**Your goal:** Among the lines of the records, find all that carry the word "Please" and copy them.

**Given entries:**
+ + + +
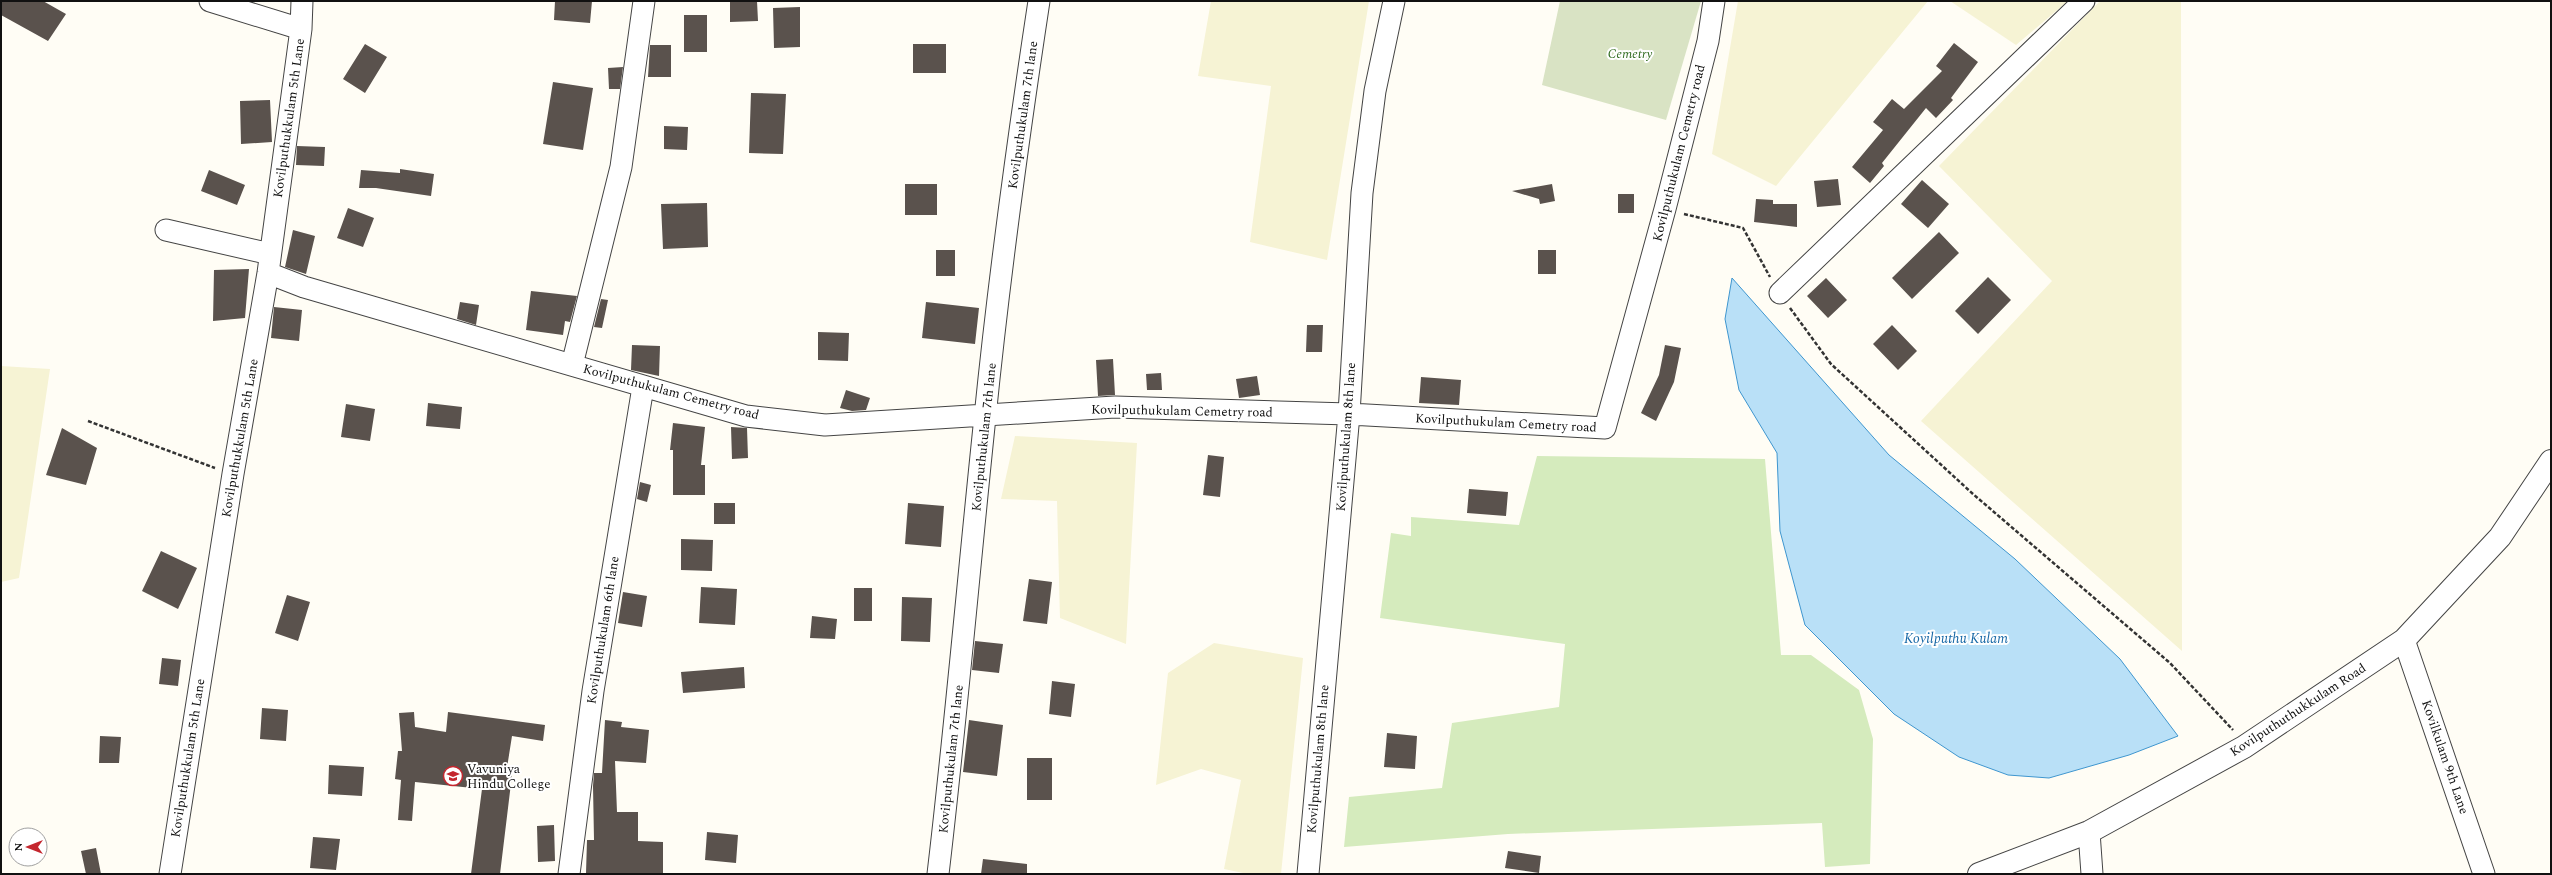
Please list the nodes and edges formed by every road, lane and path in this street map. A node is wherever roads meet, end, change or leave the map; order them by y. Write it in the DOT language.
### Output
+ + + +
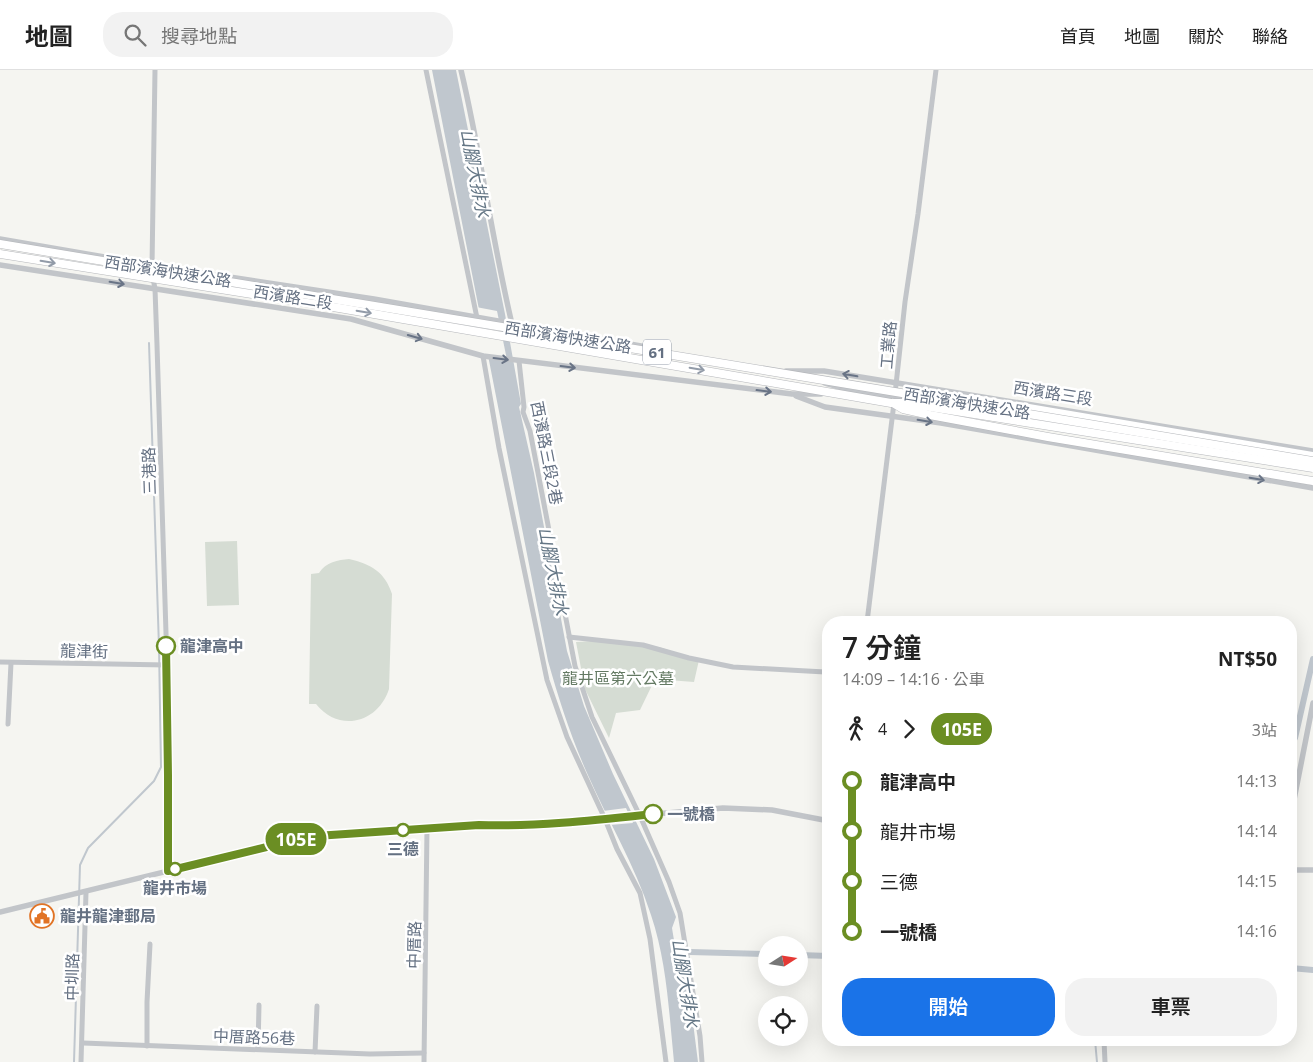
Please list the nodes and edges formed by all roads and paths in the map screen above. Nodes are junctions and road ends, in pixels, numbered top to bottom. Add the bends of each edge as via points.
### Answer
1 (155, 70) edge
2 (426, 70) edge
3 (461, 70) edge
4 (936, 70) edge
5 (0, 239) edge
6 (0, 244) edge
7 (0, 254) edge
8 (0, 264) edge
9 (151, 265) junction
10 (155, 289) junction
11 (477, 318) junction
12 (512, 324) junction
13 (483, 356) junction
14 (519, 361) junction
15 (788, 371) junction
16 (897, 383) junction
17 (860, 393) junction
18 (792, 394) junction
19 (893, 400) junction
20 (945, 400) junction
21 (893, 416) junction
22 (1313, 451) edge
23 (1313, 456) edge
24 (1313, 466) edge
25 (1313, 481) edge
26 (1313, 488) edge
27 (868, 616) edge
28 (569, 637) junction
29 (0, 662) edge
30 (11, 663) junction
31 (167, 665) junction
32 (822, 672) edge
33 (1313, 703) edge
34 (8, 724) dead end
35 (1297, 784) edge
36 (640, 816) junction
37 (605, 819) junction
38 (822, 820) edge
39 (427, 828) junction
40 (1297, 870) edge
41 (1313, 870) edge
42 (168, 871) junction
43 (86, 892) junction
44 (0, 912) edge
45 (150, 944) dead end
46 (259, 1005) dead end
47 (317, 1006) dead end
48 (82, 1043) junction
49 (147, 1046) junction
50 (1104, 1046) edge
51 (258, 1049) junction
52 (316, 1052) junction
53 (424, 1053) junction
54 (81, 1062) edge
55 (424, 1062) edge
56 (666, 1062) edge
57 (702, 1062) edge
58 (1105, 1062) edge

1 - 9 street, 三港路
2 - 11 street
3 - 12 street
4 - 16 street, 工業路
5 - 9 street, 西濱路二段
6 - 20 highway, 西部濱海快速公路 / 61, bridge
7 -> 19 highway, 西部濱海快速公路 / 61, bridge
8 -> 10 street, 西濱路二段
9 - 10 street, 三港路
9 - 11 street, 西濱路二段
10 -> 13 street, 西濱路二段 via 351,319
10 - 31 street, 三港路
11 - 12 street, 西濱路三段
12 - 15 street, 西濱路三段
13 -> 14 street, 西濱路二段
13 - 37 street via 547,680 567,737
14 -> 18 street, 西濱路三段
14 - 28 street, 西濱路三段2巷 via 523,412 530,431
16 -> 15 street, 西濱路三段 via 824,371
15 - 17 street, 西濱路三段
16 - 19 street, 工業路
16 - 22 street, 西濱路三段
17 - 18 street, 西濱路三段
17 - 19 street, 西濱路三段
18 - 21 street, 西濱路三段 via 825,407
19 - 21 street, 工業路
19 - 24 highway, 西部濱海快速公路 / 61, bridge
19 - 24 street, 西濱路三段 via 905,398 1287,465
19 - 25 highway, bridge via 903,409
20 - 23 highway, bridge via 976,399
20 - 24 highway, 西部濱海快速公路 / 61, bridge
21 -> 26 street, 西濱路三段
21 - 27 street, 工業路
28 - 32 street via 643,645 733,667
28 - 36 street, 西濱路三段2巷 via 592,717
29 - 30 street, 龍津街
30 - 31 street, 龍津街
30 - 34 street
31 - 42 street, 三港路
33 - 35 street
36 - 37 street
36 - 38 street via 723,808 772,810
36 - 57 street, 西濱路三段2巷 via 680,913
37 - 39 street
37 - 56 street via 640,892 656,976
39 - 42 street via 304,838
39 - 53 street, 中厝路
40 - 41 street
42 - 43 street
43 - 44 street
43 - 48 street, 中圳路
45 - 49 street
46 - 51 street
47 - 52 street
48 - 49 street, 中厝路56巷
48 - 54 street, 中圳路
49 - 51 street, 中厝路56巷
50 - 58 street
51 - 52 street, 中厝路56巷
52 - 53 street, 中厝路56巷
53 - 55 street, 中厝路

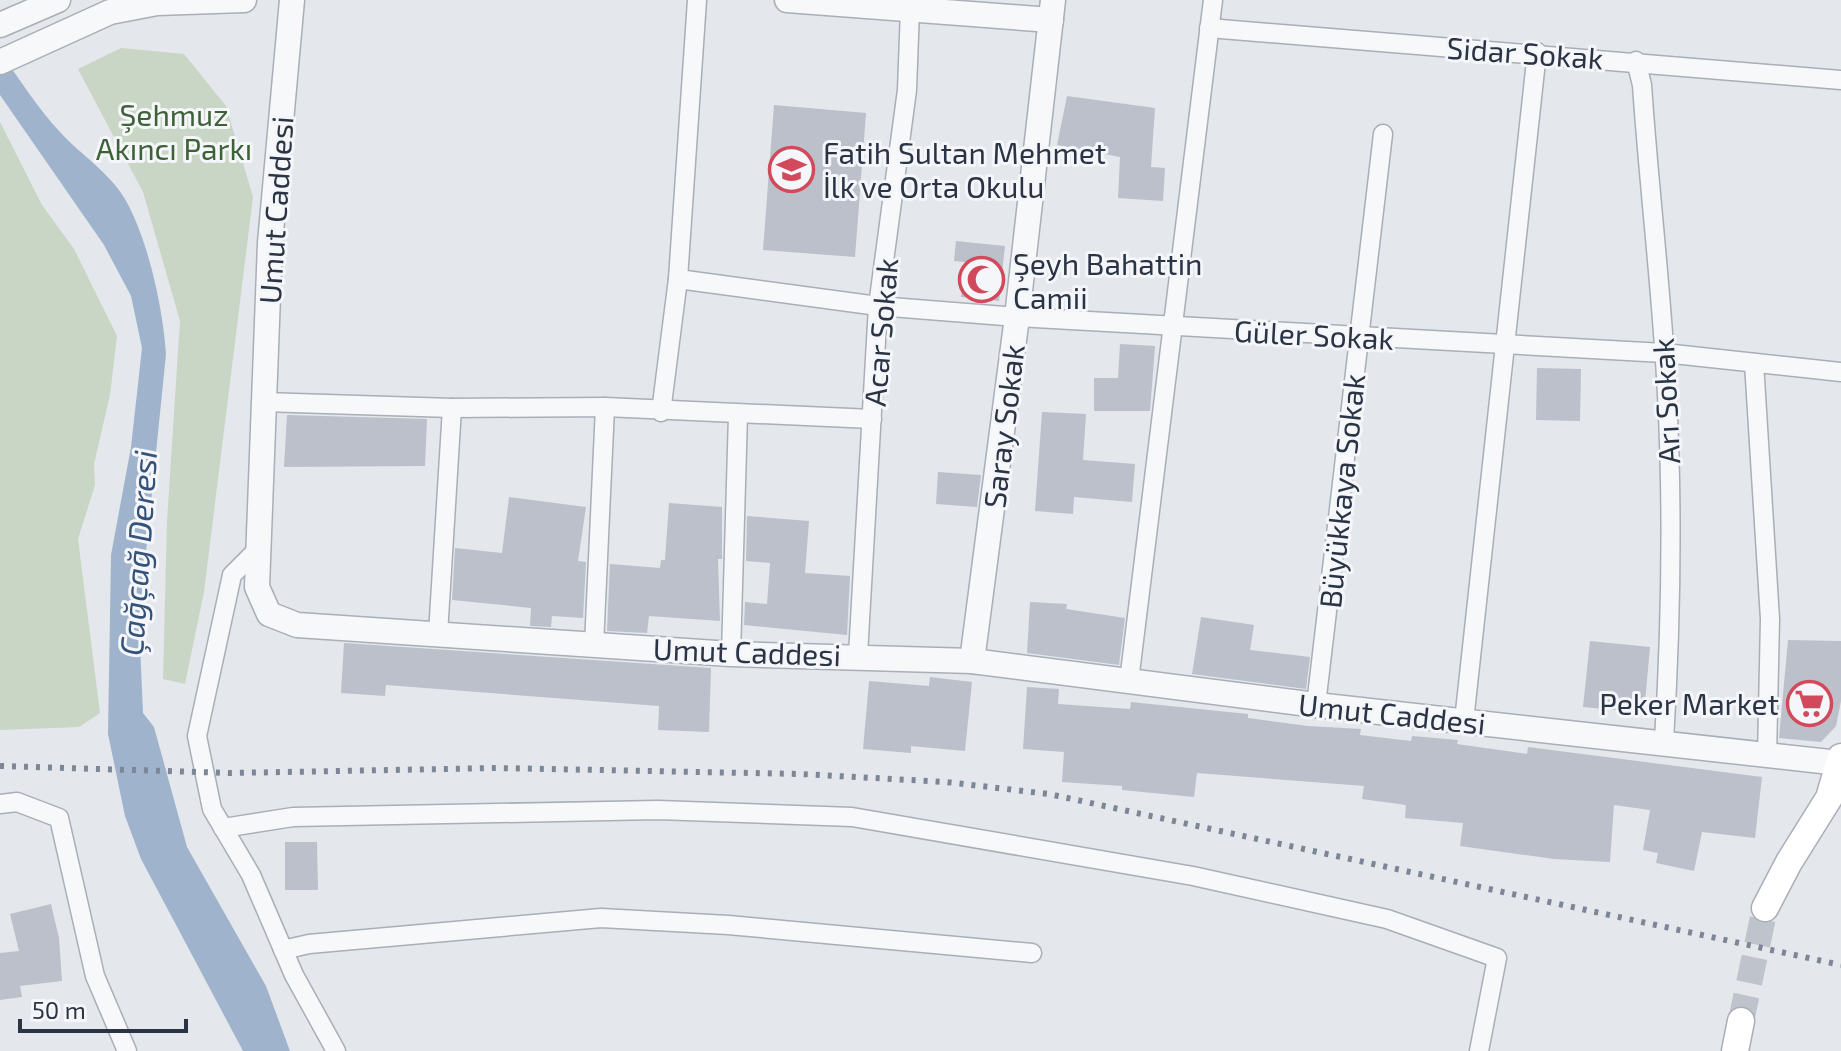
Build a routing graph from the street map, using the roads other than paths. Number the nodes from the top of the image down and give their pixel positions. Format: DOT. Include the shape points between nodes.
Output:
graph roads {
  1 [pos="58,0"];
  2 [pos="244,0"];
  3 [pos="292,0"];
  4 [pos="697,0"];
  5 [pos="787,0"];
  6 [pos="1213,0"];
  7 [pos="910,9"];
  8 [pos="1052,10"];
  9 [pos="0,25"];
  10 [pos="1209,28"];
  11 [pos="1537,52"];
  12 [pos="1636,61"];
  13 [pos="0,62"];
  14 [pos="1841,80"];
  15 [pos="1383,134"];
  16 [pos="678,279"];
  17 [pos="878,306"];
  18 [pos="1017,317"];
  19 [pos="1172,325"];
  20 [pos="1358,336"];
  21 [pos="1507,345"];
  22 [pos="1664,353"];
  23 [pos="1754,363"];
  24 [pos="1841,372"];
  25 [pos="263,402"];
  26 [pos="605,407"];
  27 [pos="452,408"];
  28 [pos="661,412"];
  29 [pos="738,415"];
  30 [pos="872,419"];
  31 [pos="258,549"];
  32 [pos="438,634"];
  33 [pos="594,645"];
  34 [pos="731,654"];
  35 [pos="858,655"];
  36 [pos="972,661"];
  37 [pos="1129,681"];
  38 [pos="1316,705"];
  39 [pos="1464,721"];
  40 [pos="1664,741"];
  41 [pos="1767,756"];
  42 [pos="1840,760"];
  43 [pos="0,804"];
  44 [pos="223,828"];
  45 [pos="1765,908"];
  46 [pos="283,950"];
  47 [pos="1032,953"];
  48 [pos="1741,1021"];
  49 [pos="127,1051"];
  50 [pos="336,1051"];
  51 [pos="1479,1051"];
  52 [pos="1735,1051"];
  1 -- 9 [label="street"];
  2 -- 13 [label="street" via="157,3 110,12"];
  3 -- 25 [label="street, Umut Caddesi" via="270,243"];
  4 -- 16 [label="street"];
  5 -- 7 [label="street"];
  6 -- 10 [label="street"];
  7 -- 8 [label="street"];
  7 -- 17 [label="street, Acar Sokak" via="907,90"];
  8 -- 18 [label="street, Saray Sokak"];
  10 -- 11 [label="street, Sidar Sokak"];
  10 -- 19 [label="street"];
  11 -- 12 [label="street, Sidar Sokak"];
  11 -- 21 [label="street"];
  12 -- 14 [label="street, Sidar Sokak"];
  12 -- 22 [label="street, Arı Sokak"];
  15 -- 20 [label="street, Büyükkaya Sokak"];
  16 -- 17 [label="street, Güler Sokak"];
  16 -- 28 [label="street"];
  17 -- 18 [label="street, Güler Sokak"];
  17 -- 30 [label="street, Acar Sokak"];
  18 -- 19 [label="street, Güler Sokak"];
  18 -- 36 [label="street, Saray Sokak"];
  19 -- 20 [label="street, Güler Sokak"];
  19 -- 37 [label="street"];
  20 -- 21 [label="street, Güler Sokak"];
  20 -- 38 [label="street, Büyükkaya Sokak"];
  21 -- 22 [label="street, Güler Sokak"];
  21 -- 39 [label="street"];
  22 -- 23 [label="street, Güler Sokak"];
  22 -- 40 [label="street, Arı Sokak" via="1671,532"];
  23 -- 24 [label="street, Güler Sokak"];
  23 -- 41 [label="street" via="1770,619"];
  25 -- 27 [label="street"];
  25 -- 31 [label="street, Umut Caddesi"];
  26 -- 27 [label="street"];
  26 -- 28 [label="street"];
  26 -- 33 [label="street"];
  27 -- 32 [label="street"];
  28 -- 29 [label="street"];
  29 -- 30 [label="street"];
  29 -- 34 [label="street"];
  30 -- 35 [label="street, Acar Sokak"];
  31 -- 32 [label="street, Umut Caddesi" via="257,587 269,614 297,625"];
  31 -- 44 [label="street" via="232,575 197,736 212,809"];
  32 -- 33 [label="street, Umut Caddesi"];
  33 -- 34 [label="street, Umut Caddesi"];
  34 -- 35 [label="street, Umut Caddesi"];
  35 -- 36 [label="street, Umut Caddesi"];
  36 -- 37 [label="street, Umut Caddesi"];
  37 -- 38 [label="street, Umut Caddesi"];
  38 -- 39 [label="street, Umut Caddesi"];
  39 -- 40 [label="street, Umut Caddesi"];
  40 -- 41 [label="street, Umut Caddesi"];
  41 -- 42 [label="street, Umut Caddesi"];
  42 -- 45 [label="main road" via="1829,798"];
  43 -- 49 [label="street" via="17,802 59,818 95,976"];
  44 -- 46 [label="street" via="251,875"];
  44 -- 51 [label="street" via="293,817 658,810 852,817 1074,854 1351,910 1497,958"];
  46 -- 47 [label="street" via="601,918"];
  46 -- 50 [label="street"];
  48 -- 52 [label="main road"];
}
+ + + +
**Solution for this task:**
Please list the nodes and edges formed by every road, lane and path in this street map. A node is wherever roads meet, end, change or leave the map; order them by y. Write it in the DOT language.
Please list the nodes and edges formed by all roads and paths in the map screen above. Nodes are junctions and road ends, in pixels, numbered top to bottom. Add the bends of each edge as via points.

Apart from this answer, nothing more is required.